During early May, some of the Biology and CMB labs will move into storage.  During May through August we will begin the first of a two-phase project to update 32K square feet  in Padnos and Henry Halls for Chemistry, Biomedical Sciences, Physics, and Geology. On July 1, the Biology and CMB equipment in storage will start to move to the new science building. By July 24, the Biology and CMB faculty and offices will move to the new science building. On August 1, research spaces will open for Biology, CMB, and BMS in the new science building. Movement Science offices will move from MAK to the new building in late June. From early May through mid-August, spaces vacated by MOV and IT will be renovated for Modern Languages and Literatures, Mathematics, and Statistics. The offices in Henry Hall will be patched and painted, as needed, and starting August 5, BMS faculty and staff will move into HRY. The BMS laboratories will follow two weeks later. Padnos Hall will undergo two phases of office shuffles beginning on August 11 through August 18.  Remodeled laboratory space will open about a week later.  

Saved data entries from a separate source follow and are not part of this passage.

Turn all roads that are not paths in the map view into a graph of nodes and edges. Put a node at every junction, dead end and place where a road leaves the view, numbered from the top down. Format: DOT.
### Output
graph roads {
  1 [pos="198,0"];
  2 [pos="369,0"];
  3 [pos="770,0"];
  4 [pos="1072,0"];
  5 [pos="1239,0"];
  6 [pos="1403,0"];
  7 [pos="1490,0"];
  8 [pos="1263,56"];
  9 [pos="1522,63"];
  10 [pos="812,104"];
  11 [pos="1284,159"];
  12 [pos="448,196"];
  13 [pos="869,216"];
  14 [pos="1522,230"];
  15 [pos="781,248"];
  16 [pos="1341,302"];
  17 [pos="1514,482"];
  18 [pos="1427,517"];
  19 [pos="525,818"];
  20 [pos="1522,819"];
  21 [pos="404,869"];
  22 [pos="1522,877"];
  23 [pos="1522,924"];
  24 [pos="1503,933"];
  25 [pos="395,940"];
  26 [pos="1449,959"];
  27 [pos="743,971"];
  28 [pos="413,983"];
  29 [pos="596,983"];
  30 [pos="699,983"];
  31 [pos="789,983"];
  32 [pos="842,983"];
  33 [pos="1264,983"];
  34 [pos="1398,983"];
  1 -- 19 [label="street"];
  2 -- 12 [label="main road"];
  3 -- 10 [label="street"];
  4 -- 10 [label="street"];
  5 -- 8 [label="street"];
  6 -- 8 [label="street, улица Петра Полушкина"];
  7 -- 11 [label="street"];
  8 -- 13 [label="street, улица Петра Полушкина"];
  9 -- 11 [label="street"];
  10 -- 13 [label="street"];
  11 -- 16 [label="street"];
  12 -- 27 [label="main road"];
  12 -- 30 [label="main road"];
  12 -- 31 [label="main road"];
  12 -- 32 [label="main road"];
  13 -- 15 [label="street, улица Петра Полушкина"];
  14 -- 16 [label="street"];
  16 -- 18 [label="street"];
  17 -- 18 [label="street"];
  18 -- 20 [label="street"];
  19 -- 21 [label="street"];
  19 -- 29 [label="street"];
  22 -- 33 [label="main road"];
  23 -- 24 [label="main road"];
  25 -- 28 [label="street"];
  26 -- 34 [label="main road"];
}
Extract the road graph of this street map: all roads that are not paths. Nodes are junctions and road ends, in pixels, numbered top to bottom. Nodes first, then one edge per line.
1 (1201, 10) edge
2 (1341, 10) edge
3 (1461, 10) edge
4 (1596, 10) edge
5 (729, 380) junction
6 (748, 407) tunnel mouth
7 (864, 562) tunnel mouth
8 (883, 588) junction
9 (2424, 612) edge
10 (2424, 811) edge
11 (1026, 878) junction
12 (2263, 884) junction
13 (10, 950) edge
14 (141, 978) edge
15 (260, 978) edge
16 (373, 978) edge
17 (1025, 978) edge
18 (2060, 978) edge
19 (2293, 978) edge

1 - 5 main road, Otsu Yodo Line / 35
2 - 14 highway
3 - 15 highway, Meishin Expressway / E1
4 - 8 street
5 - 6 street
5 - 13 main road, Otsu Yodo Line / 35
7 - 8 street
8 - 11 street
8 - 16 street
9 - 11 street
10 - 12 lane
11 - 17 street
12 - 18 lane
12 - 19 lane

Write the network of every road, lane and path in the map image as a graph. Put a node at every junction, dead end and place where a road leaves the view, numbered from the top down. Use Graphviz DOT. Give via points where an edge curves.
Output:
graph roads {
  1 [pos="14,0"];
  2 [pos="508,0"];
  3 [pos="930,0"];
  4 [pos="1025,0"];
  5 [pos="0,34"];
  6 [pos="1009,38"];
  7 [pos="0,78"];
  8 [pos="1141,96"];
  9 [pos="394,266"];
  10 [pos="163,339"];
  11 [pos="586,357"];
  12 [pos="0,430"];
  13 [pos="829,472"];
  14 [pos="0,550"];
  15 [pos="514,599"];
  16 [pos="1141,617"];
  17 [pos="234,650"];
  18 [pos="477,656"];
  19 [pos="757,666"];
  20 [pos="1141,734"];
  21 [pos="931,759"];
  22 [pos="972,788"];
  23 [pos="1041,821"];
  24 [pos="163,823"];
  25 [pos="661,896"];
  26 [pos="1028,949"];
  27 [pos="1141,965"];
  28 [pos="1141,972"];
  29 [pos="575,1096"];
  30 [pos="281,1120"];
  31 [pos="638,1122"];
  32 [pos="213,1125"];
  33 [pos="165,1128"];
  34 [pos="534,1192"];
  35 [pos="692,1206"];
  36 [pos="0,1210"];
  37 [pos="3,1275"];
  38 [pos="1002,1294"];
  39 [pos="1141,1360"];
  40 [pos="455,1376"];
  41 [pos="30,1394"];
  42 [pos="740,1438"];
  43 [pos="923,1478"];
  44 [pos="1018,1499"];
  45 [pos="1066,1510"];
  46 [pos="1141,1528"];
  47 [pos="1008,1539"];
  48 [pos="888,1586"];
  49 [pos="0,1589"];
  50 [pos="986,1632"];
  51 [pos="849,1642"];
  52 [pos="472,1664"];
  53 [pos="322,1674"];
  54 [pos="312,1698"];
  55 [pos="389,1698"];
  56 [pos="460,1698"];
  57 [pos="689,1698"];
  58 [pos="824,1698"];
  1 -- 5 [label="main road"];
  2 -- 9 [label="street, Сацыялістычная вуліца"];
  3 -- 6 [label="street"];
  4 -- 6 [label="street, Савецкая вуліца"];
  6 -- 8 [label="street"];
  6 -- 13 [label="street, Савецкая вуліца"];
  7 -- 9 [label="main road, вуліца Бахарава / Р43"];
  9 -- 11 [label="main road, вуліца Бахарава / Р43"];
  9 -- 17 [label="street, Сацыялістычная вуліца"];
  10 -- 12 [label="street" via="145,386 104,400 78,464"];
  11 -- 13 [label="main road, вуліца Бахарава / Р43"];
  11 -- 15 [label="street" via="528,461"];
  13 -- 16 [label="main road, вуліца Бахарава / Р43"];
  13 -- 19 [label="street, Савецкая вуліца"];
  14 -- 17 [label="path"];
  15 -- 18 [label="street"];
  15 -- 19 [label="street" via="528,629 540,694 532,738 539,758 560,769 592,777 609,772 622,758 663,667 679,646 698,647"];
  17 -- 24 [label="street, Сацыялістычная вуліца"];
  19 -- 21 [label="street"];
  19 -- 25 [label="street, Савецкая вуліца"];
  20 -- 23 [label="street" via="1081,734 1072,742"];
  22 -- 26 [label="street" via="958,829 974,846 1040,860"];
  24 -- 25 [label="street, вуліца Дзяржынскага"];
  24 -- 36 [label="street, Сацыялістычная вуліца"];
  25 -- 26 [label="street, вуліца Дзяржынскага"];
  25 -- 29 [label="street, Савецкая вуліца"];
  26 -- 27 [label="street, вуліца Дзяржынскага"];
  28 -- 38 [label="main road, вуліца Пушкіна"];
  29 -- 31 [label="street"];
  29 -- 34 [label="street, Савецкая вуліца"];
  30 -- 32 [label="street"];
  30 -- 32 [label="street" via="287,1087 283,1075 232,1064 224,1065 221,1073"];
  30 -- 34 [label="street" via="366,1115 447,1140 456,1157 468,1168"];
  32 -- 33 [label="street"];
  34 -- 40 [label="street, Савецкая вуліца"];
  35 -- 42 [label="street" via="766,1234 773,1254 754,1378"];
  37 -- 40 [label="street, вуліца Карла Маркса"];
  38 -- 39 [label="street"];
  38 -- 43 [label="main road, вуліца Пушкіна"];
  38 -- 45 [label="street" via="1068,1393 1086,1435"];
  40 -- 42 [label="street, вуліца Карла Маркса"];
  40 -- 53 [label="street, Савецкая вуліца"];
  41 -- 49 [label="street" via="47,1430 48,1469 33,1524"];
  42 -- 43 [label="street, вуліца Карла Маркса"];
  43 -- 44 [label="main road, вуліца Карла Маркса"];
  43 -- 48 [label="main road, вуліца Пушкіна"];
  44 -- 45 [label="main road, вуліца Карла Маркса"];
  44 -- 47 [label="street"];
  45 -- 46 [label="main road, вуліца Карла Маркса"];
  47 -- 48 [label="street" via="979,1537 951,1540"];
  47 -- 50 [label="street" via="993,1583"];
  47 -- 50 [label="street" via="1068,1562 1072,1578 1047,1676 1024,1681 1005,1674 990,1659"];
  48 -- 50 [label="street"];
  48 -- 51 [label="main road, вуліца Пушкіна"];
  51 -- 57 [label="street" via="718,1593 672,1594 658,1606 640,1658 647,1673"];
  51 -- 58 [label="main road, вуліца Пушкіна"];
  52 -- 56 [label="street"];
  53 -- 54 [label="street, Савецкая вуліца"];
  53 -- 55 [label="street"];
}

Update from Pat Haynes on progress toward Fiscal Year End

Much of the correspondence regarding year end budget closeout has already gone forward to the unit heads.  Any units that received Round #1 year end equipment purchases know that the allocation must be expended by May 7.  My office has received the initial year end balance projections, and there will be a follow up request for projection toward the end of May.  If funds remain in the College budget there is the possibility of a Round #2 year end equipment allocation to be made May 29.  More detailed timelines for year end close will be published by the Business Office, but for now we know that Friday, June 12 will be the final day to submit requisitions and also to purchase computers.